Assignment | Word for word, reproduce each line of the data below, omitting every image.

Stored data entries |
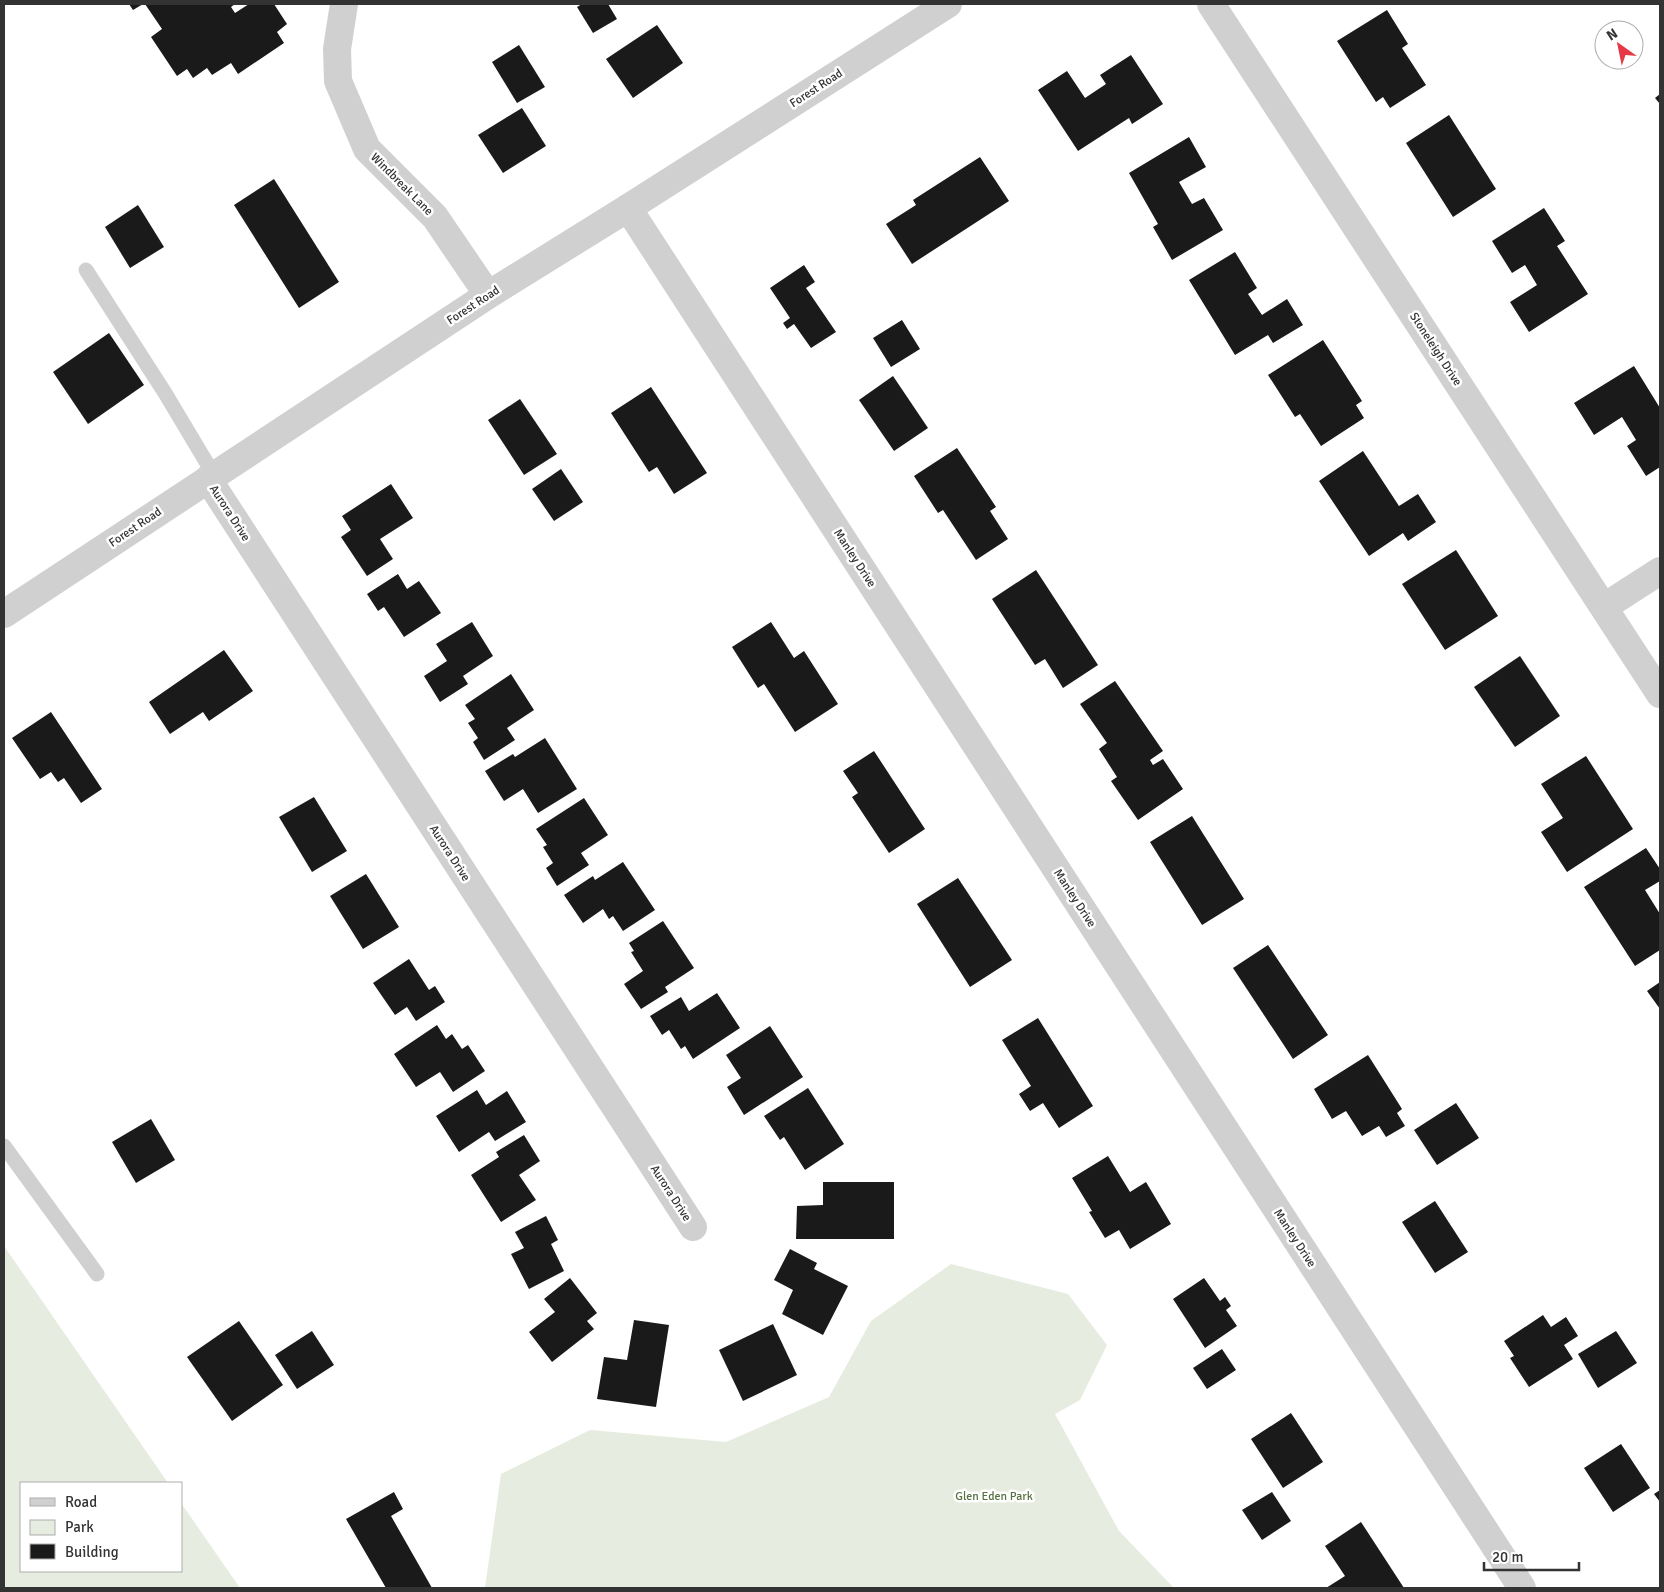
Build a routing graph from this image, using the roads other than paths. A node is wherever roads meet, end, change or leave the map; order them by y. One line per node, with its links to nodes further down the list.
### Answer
1 (344, 4): 6 (street, Windbreak Lane)
2 (948, 4): 4 (street, Forest Road)
3 (1211, 4): 9 (street, Stoneleigh Drive)
4 (628, 208): 6 (street, Forest Road); 15 (street, Manley Drive)
5 (86, 270): 7 (lane)
6 (488, 295): 7 (street, Forest Road)
7 (211, 477): 10 (street, Forest Road); 13 (street, Aurora Drive)
8 (1660, 571): 9 (street)
9 (1604, 607): 11 (street, Stoneleigh Drive)
10 (4, 614)
11 (1660, 694)
12 (4, 1146): 14 (lane)
13 (693, 1226)
14 (97, 1274)
15 (1522, 1588)

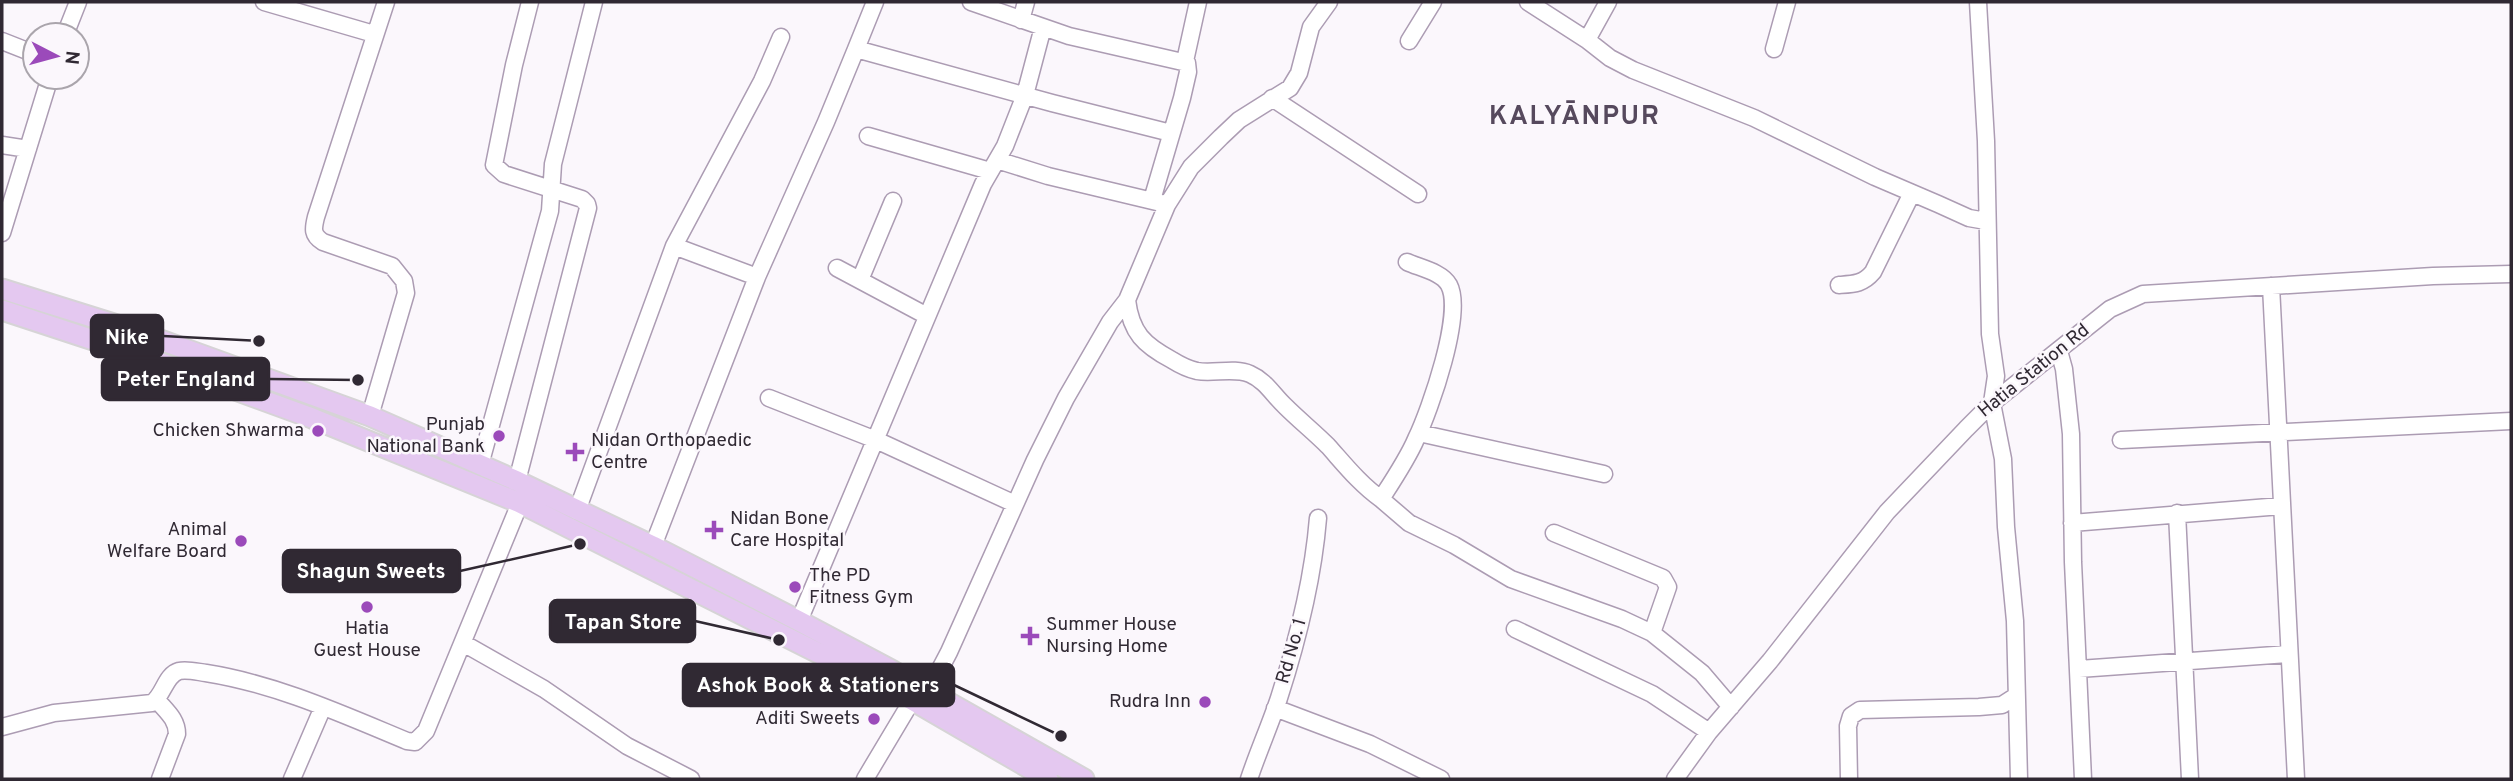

Response area |
Build a routing graph from this image, using the roads other than paths. A node is wherever roads meet, end, change or leave the map; order them by y. One line per node, with its links to nodes further down the list.
### Answer
1 (344, 4): 6 (street, Windbreak Lane)
2 (948, 4): 4 (street, Forest Road)
3 (1211, 4): 9 (street, Stoneleigh Drive)
4 (628, 208): 6 (street, Forest Road); 15 (street, Manley Drive)
5 (86, 270): 7 (lane)
6 (488, 295): 7 (street, Forest Road)
7 (211, 477): 10 (street, Forest Road); 13 (street, Aurora Drive)
8 (1660, 571): 9 (street)
9 (1604, 607): 11 (street, Stoneleigh Drive)
10 (4, 614)
11 (1660, 694)
12 (4, 1146): 14 (lane)
13 (693, 1226)
14 (97, 1274)
15 (1522, 1588)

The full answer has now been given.